===== DATASET

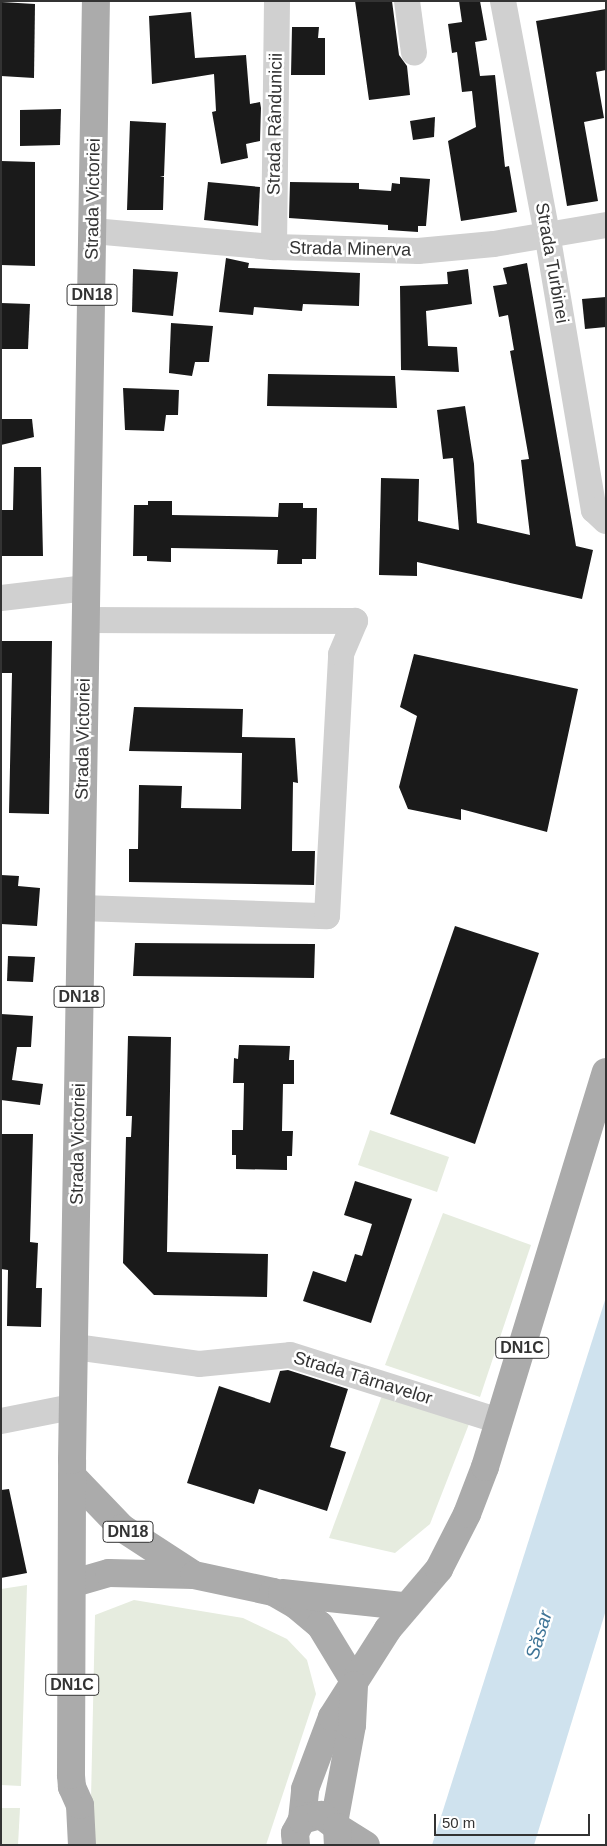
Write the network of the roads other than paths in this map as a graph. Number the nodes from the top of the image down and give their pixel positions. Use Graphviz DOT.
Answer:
graph roads {
  1 [pos="96,1"];
  2 [pos="277,1"];
  3 [pos="407,1"];
  4 [pos="503,1"];
  5 [pos="414,53"];
  6 [pos="606,225"];
  7 [pos="93,231"];
  8 [pos="547,233"];
  9 [pos="274,247"];
  10 [pos="606,521"];
  11 [pos="86,588"];
  12 [pos="1,598"];
  13 [pos="85,620"];
  14 [pos="81,908"];
  15 [pos="606,1072"];
  16 [pos="75,1347"];
  17 [pos="72,1407"];
  18 [pos="1,1421"];
  19 [pos="499,1421"];
  20 [pos="72,1476"];
  21 [pos="194,1575"];
  22 [pos="74,1583"];
  23 [pos="273,1592"];
  24 [pos="404,1606"];
  25 [pos="354,1680"];
  26 [pos="72,1788"];
  27 [pos="336,1832"];
  28 [pos="296,1837"];
  29 [pos="66,1845"];
  30 [pos="82,1845"];
  31 [pos="366,1845"];
  1 -- 7 [label="main road, Strada Victoriei / DN18"];
  2 -- 9 [label="street, Strada Rândunicii"];
  3 -- 5 [label="street"];
  4 -- 8 [label="street, Strada Turbinei"];
  6 -- 8 [label="street, Strada Minerva"];
  7 -- 9 [label="street, Strada Minerva"];
  7 -- 11 [label="main road, Strada Victoriei / DN18"];
  8 -- 9 [label="street, Strada Minerva"];
  8 -- 10 [label="street, Strada Turbinei"];
  11 -- 12 [label="street"];
  11 -- 13 [label="main road, Strada Victoriei / DN18"];
  13 -- 14 [label="main road, Strada Victoriei / DN18"];
  13 -- 14 [label="street"];
  14 -- 16 [label="main road, Strada Victoriei / DN18"];
  15 -- 19 [label="main road, DN1C"];
  16 -- 17 [label="main road, Strada Victoriei / DN18"];
  16 -- 19 [label="street, Strada Târnavelor"];
  17 -- 18 [label="street"];
  17 -- 20 [label="main road, Strada Victoriei / DN18"];
  19 -- 24 [label="main road, DN1C"];
  20 -- 21 [label="main road, DN18"];
  20 -- 22 [label="main road, Strada Victoriei / DN18"];
  21 -- 22 [label="main road"];
  21 -- 23 [label="main road"];
  22 -- 26 [label="main road, Strada Victoriei / DN1C"];
  23 -- 24 [label="main road"];
  23 -- 25 [label="main road"];
  24 -- 25 [label="main road, DN1C"];
  25 -- 27 [label="main road"];
  25 -- 28 [label="main road, DN1C"];
  26 -- 29 [label="main road, Strada Victoriei / DN1C"];
  26 -- 30 [label="main road, Strada Victoriei / DN1C"];
  27 -- 28 [label="main road"];
  27 -- 31 [label="main road"];
}
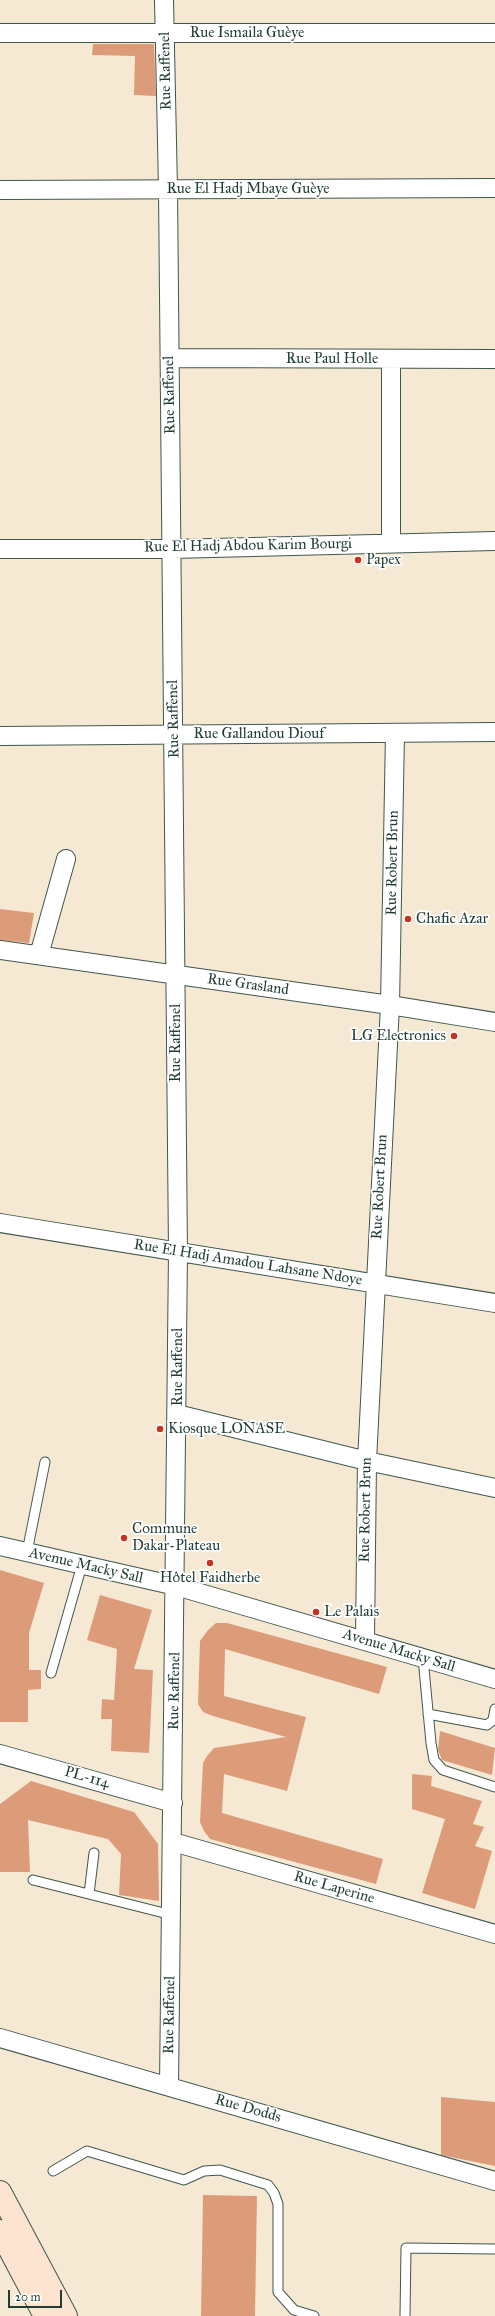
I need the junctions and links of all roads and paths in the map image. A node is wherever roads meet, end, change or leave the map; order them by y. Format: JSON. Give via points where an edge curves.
{"nodes":[{"id":1,"x":164,"y":0,"type":"edge"},
{"id":2,"x":0,"y":33,"type":"edge"},
{"id":3,"x":165,"y":33,"type":"junction"},
{"id":4,"x":495,"y":33,"type":"edge"},
{"id":5,"x":495,"y":188,"type":"edge"},
{"id":6,"x":168,"y":189,"type":"junction"},
{"id":7,"x":0,"y":190,"type":"edge"},
{"id":8,"x":170,"y":358,"type":"junction"},
{"id":9,"x":391,"y":359,"type":"junction"},
{"id":10,"x":495,"y":359,"type":"edge"},
{"id":11,"x":495,"y":541,"type":"edge"},
{"id":12,"x":391,"y":543,"type":"junction"},
{"id":13,"x":0,"y":549,"type":"edge"},
{"id":14,"x":172,"y":549,"type":"junction"},
{"id":15,"x":495,"y":732,"type":"edge"},
{"id":16,"x":395,"y":733,"type":"junction"},
{"id":17,"x":174,"y":734,"type":"junction"},
{"id":18,"x":0,"y":736,"type":"edge"},
{"id":19,"x":66,"y":859,"type":"dead end"},
{"id":20,"x":0,"y":950,"type":"edge"},
{"id":21,"x":39,"y":955,"type":"junction"},
{"id":22,"x":176,"y":976,"type":"junction"},
{"id":23,"x":390,"y":1005,"type":"junction"},
{"id":24,"x":495,"y":1022,"type":"edge"},
{"id":25,"x":0,"y":1223,"type":"edge"},
{"id":26,"x":178,"y":1252,"type":"junction"},
{"id":27,"x":375,"y":1283,"type":"junction"},
{"id":28,"x":495,"y":1303,"type":"edge"},
{"id":29,"x":177,"y":1414,"type":"junction"},
{"id":30,"x":366,"y":1461,"type":"junction"},
{"id":31,"x":45,"y":1462,"type":"dead end"},
{"id":32,"x":495,"y":1488,"type":"edge"},
{"id":33,"x":0,"y":1546,"type":"edge"},
{"id":34,"x":27,"y":1552,"type":"junction"},
{"id":35,"x":82,"y":1564,"type":"junction"},
{"id":36,"x":176,"y":1586,"type":"junction"},
{"id":37,"x":365,"y":1640,"type":"junction"},
{"id":38,"x":423,"y":1658,"type":"junction"},
{"id":39,"x":51,"y":1673,"type":"dead end"},
{"id":40,"x":495,"y":1679,"type":"edge"},
{"id":41,"x":495,"y":1709,"type":"edge"},
{"id":42,"x":428,"y":1714,"type":"junction"},
{"id":43,"x":0,"y":1754,"type":"edge"},
{"id":44,"x":495,"y":1787,"type":"edge"},
{"id":45,"x":174,"y":1803,"type":"junction"},
{"id":46,"x":173,"y":1842,"type":"junction"},
{"id":47,"x":94,"y":1853,"type":"dead end"},
{"id":48,"x":33,"y":1880,"type":"dead end"},
{"id":49,"x":89,"y":1894,"type":"junction"},
{"id":50,"x":172,"y":1915,"type":"junction"},
{"id":51,"x":495,"y":1934,"type":"edge"},
{"id":52,"x":0,"y":2038,"type":"edge"},
{"id":53,"x":169,"y":2087,"type":"junction"},
{"id":54,"x":52,"y":2171,"type":"dead end"},
{"id":55,"x":495,"y":2181,"type":"edge"},
{"id":56,"x":0,"y":2192,"type":"edge"},
{"id":57,"x":0,"y":2231,"type":"edge"},
{"id":58,"x":495,"y":2249,"type":"edge"},
{"id":59,"x":45,"y":2316,"type":"edge"},
{"id":60,"x":66,"y":2316,"type":"edge"},
{"id":61,"x":314,"y":2316,"type":"edge"},
{"id":62,"x":405,"y":2316,"type":"edge"}],
"edges":[{"from":1,"to":3,"type":"street","name":"Rue Raffenel"},
{"from":2,"to":3,"type":"street","name":"Rue Ismaila Guèye"},
{"from":3,"to":4,"type":"street","name":"Rue Ismaila Guèye"},
{"from":3,"to":6,"type":"street","name":"Rue Raffenel"},
{"from":5,"to":6,"type":"street","name":"Rue El Hadj Mbaye Guèye"},
{"from":6,"to":7,"type":"street","name":"Rue El Hadj Mbaye Guèye"},
{"from":6,"to":8,"type":"street","name":"Rue Raffenel"},
{"from":8,"to":9,"type":"street","name":"Rue Paul Holle"},
{"from":8,"to":14,"type":"street","name":"Rue Raffenel"},
{"from":9,"to":10,"type":"street","name":"Rue Paul Holle"},
{"from":9,"to":12,"type":"street"},
{"from":11,"to":12,"type":"street","name":"Rue El Hadj Abdou Karim Bourgi"},
{"from":12,"to":14,"type":"street","name":"Rue El Hadj Abdou Karim Bourgi"},
{"from":13,"to":14,"type":"street","name":"Rue El Hadj Abdou Karim Bourgi"},
{"from":14,"to":17,"type":"street","name":"Rue Raffenel"},
{"from":15,"to":16,"type":"street","name":"Rue Gallandou Diouf"},
{"from":16,"to":17,"type":"street","name":"Rue Gallandou Diouf"},
{"from":16,"to":23,"type":"street","name":"Rue Robert Brun"},
{"from":17,"to":18,"type":"street","name":"Rue Gallandou Diouf"},
{"from":17,"to":22,"type":"street","name":"Rue Raffenel"},
{"from":19,"to":21,"type":"street"},
{"from":20,"to":21,"type":"street","name":"Rue Grasland"},
{"from":21,"to":22,"type":"street","name":"Rue Grasland"},
{"from":22,"to":23,"type":"street","name":"Rue Grasland"},
{"from":22,"to":26,"type":"street","name":"Rue Raffenel"},
{"from":23,"to":24,"type":"street","name":"Rue Grasland"},
{"from":23,"to":27,"type":"street","name":"Rue Robert Brun"},
{"from":25,"to":26,"type":"street","name":"Rue El Hadj Amadou Lahsane Ndoye"},
{"from":26,"to":27,"type":"street","name":"Rue El Hadj Amadou Lahsane Ndoye"},
{"from":26,"to":29,"type":"street","name":"Rue Raffenel"},
{"from":27,"to":28,"type":"street","name":"Rue El Hadj Amadou Lahsane Ndoye"},
{"from":27,"to":30,"type":"street","name":"Rue Robert Brun"},
{"from":29,"to":30,"type":"street"},
{"from":29,"to":36,"type":"street","name":"Rue Raffenel"},
{"from":30,"to":32,"type":"street"},
{"from":30,"to":37,"type":"street","name":"Rue Robert Brun"},
{"from":31,"to":34,"type":"lane"},
{"from":33,"to":34,"type":"street","name":"Avenue Macky Sall"},
{"from":34,"to":35,"type":"street","name":"Avenue Macky Sall"},
{"from":35,"to":36,"type":"street","name":"Avenue Macky Sall"},
{"from":35,"to":39,"type":"lane"},
{"from":36,"to":37,"type":"street","name":"Avenue Macky Sall"},
{"from":36,"to":45,"type":"street","name":"Rue Raffenel"},
{"from":37,"to":38,"type":"street","name":"Avenue Macky Sall"},
{"from":38,"to":40,"type":"street","name":"Avenue Macky Sall"},
{"from":38,"to":42,"type":"lane"},
{"from":41,"to":42,"type":"lane","via":[[493,1720],[487,1725]]},
{"from":42,"to":44,"type":"lane","via":[[434,1760],[443,1770]]},
{"from":43,"to":45,"type":"street","name":"PL-114"},
{"from":45,"to":46,"type":"street","name":"Rue Raffenel"},
{"from":46,"to":50,"type":"street","name":"Rue Raffenel"},
{"from":46,"to":51,"type":"street","name":"Rue Laperine"},
{"from":47,"to":49,"type":"lane"},
{"from":48,"to":49,"type":"lane"},
{"from":49,"to":50,"type":"lane"},
{"from":50,"to":53,"type":"street","name":"Rue Raffenel"},
{"from":52,"to":53,"type":"street","name":"Rue Dodds"},
{"from":53,"to":55,"type":"street","name":"Rue Dodds"},
{"from":54,"to":61,"type":"lane","via":[[87,2151],[184,2180],[204,2170],[220,2170],[268,2185],[278,2204],[278,2292],[294,2310]]},
{"from":56,"to":60,"type":"street"},
{"from":57,"to":59,"type":"street"},
{"from":58,"to":62,"type":"lane","via":[[406,2248]]}]}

==========

** YOUR OBJECTIVE **
Going through the data above, count each line that contains "graph" and give only that figure.

** ANSWER BOX **
2